Abstract Cancers of Unknown Primary (CUPs), featuring metastatic dissemination in the absence of a primary tumor, anatomically or histologically recognizable through a standardized work-up, are a fatal disease and still a biological enigma. Here, we propose CUPs as a distinct, yet unrecognized, pathological entity originating from stem-like cells endowed with unique properties, irrespective of their different genetic backgrounds. These cells were isolated and long-term propagated in vitro in highly stringent conditions as ‘agnospheres', and serially transplanted in vivo, displaying an extremely high tumorigenic potential and reproducing the undifferentiated histology of the original tumors. Early after subcutaneous engraftment, agnospheres recapitulated the CUP clinical presentation, as they spontaneously and quickly disseminated, establishing widespread metastases and retracing the whole metastatic cascade. Agnospheres invariably displayed cell-autonomous proliferation and self-renewal, mostly relying on unrestrained activation of the MAP kinase/MYC axis. This feature conferred sensitivity to MEK inhibitors, which induced apoptosis in vitro and impaired in vivo growth and dissemination.

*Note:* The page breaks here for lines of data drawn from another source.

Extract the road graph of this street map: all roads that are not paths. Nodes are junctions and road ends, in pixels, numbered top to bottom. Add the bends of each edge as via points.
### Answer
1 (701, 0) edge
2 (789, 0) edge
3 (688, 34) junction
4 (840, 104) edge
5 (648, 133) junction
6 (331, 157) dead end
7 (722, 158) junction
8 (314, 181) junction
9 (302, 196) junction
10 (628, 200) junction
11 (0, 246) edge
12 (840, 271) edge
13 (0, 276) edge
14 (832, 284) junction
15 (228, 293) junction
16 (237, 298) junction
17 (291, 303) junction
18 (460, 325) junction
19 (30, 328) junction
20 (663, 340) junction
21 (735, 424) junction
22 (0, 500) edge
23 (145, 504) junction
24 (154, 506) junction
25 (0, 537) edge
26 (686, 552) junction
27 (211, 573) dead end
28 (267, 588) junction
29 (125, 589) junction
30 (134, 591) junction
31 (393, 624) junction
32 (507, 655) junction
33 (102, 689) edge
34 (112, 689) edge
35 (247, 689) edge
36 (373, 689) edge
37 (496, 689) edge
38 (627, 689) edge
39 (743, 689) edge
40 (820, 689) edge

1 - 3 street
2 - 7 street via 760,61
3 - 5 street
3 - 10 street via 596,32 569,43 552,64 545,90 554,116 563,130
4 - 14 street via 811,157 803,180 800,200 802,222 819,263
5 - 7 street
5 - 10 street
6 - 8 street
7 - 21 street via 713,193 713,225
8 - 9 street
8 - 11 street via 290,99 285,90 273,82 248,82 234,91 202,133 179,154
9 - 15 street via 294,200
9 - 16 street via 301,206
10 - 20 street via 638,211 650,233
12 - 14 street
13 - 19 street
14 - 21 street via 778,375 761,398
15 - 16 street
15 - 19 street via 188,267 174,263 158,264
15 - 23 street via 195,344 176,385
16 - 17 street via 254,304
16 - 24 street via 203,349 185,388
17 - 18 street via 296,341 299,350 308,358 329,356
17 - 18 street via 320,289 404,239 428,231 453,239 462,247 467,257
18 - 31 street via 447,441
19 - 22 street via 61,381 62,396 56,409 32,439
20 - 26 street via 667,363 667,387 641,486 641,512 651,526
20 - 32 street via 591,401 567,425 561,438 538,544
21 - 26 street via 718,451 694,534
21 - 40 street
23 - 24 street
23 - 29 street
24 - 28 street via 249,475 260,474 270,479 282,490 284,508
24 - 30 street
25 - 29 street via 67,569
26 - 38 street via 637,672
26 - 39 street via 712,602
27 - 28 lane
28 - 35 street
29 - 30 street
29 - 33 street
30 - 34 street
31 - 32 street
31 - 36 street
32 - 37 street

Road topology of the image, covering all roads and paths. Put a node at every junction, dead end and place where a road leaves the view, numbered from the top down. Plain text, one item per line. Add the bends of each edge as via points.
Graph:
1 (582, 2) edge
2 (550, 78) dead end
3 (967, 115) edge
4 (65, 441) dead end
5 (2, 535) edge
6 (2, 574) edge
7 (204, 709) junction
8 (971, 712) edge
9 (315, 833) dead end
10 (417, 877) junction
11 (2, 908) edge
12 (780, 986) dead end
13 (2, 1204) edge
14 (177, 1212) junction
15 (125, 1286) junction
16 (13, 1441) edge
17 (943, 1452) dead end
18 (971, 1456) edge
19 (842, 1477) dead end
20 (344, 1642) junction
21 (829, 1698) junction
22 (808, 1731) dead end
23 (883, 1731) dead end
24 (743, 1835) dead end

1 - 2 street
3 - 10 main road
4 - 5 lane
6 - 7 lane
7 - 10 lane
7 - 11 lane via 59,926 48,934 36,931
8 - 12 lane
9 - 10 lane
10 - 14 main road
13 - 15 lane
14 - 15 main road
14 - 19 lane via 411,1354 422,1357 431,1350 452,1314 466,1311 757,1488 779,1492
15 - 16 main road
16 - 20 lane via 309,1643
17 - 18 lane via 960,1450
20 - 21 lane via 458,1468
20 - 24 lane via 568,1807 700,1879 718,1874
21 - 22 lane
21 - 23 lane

We generated and validated a transcriptional signature that, applied to original tumors, predicts eligibility to MEK inhibition in 75% of CUP patients. Altogether, these findings shed light on CUP biology, unveiling an opportunity for a targeted therapeutic intervention and, concomitantly, provide a novel in vivo model, suitable for assessing molecular determinants of the metastatic cascade. Citation Format: Federica Verginelli, Alberto Pisacane, Gennaro Gambardella, Antonio D'Ambrosio, Ermes Candiello, Marco Ferrio, Mara Panero, Laura Casorzo, Silvia Benvenuti, Eliano Cascardi, Rebecca Senetta, Elena Geuna, Andrea Ballabio, Filippo Montemurro, Anna Sapino, Paolo M. Comoglio, Carla Boccaccio. Hypermetastatic stem-like cells from 'cancer of unknown primary' (CUP) model multi-organ dissemination and unveil liability to MEK inhibition [abstract]. In: Proceedings of the American Association for Cancer Research Annual Meeting 2021; 2021 Apr 10-15 and May 17-21. Philadelphia (PA): AACR; Cancer Res 2021;81(13_Suppl):Abstract nr 2871.